That change has brought on stinging criticism from some privacy advocates, including the Victorian Commissioner for Privacy and Data Protection, Mr David Watts. ZDNet reports that speaking at a recent event in Canberra, Mr Watts described the initiative as a “fundamental breach of trust” and continued: “I actually designed the regulatory system for e-health in Australia, and I swore black and blue … that we would never be an opt-out system, and always be an opt-in. And of course it’s now an opt-out system in order to drive take-up of e-health, because AU$4 billion had been spent on it and very few people had registered.”
Expect this issue to run and run.
Privacy Commissioner Pilgrim in Senate Estimates
In his opening statement to the Senate Estimates Committee Mr Timothy Pilgrim, the Australian Privacy Commissioner and Acting Australian Information Commissioner, stated that in 2016 some of the Commissioner’s priority areas in privacy will focus on its continuing oversight role in the eHealth sector, particularly with the trials of the opt-in system with the My Health Record.
Commissioner Pilgrim continued that the office will be working with the Attorney-General’s Department on the security agenda, including specific issues such as national facial biometric matching capabilities, and with the Attorney-General’s Department on the proposed mandatory data breach notification scheme.
Under the category of data usage, the office will be engaging with the Department of the Prime Minister and Cabinet on the public sector data management initiative. The Commissioner will also be working on guidance for both the public and private sectors on big data and privacy, as well as data matching and de-identification.
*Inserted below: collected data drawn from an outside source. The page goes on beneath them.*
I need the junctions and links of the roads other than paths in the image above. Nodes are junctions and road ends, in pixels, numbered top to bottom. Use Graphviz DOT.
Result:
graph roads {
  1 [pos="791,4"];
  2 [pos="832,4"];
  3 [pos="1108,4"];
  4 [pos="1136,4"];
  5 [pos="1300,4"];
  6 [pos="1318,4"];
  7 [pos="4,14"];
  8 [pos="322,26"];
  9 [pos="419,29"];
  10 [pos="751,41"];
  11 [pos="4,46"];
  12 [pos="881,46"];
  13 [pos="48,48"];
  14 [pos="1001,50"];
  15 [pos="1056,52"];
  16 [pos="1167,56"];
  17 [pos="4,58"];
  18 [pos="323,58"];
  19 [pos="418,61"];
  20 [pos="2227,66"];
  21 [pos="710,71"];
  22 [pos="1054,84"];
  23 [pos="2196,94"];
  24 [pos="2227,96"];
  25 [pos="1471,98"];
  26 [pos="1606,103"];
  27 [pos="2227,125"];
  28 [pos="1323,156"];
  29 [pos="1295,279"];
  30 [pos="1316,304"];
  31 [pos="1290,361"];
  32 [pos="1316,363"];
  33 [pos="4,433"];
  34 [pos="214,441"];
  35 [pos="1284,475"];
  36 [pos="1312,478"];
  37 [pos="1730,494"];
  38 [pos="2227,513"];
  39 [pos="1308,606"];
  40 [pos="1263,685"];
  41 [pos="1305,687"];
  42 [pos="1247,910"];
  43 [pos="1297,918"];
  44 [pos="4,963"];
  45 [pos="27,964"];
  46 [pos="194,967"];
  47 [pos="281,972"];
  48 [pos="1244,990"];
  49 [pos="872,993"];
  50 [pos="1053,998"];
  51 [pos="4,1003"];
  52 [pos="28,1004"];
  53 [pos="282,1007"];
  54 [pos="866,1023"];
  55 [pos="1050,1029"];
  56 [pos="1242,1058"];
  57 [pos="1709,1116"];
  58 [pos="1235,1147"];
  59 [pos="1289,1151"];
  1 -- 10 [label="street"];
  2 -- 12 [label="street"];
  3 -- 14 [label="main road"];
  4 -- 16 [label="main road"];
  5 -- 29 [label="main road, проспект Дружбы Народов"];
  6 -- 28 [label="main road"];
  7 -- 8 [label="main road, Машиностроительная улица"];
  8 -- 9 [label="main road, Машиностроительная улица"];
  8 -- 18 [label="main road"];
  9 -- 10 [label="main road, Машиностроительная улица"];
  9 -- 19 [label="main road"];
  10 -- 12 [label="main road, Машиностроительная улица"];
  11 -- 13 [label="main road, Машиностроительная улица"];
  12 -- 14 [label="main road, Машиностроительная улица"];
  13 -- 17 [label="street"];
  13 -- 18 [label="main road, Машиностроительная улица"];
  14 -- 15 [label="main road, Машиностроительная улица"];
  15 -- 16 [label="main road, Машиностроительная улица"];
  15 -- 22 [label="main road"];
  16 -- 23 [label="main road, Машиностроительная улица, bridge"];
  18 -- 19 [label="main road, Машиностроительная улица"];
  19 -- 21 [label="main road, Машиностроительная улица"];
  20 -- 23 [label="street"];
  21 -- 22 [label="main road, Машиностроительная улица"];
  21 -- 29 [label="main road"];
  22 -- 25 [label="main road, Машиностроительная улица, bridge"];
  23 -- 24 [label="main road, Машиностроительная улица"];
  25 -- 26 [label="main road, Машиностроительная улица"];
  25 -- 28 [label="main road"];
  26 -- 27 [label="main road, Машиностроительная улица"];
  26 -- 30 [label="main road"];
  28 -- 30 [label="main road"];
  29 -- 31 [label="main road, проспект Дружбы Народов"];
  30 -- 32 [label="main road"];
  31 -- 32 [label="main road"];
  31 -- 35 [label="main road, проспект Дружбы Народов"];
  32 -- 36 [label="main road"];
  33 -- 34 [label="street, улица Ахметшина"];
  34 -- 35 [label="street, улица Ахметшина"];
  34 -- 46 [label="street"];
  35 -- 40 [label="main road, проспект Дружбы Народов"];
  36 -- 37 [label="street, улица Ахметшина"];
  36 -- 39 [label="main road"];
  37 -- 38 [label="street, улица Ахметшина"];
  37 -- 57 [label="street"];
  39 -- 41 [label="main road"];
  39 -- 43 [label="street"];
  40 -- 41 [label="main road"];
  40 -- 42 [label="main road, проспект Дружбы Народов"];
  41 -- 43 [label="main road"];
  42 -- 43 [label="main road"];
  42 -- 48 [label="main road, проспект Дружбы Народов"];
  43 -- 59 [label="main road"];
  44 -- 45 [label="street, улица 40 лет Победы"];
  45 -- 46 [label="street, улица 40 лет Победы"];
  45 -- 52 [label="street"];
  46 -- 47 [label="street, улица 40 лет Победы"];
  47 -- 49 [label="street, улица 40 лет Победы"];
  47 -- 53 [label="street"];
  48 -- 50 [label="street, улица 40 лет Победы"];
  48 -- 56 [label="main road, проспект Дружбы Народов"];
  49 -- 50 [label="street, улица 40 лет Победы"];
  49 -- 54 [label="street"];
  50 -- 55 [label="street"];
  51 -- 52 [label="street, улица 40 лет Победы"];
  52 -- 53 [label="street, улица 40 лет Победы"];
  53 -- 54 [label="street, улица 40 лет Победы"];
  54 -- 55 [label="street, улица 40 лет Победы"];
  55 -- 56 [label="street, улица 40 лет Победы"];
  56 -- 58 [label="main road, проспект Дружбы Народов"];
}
And that’s on top of dealing with complaints (in the first six months to December 2015 the Commissioner received 1,076 and we have finalised 1,107 in an average time of five months), opening commissioner-initiated investigations (seven), undertaking assessments (formerly known as audits) of both public and private sector entities (nine), lodging 19 submissions to various parliamentary committees and government consultation processes dealing with the use of personal information, and fielding 10,266 inquiries covering both privacy and FOI matters.
Busy privacy times down under!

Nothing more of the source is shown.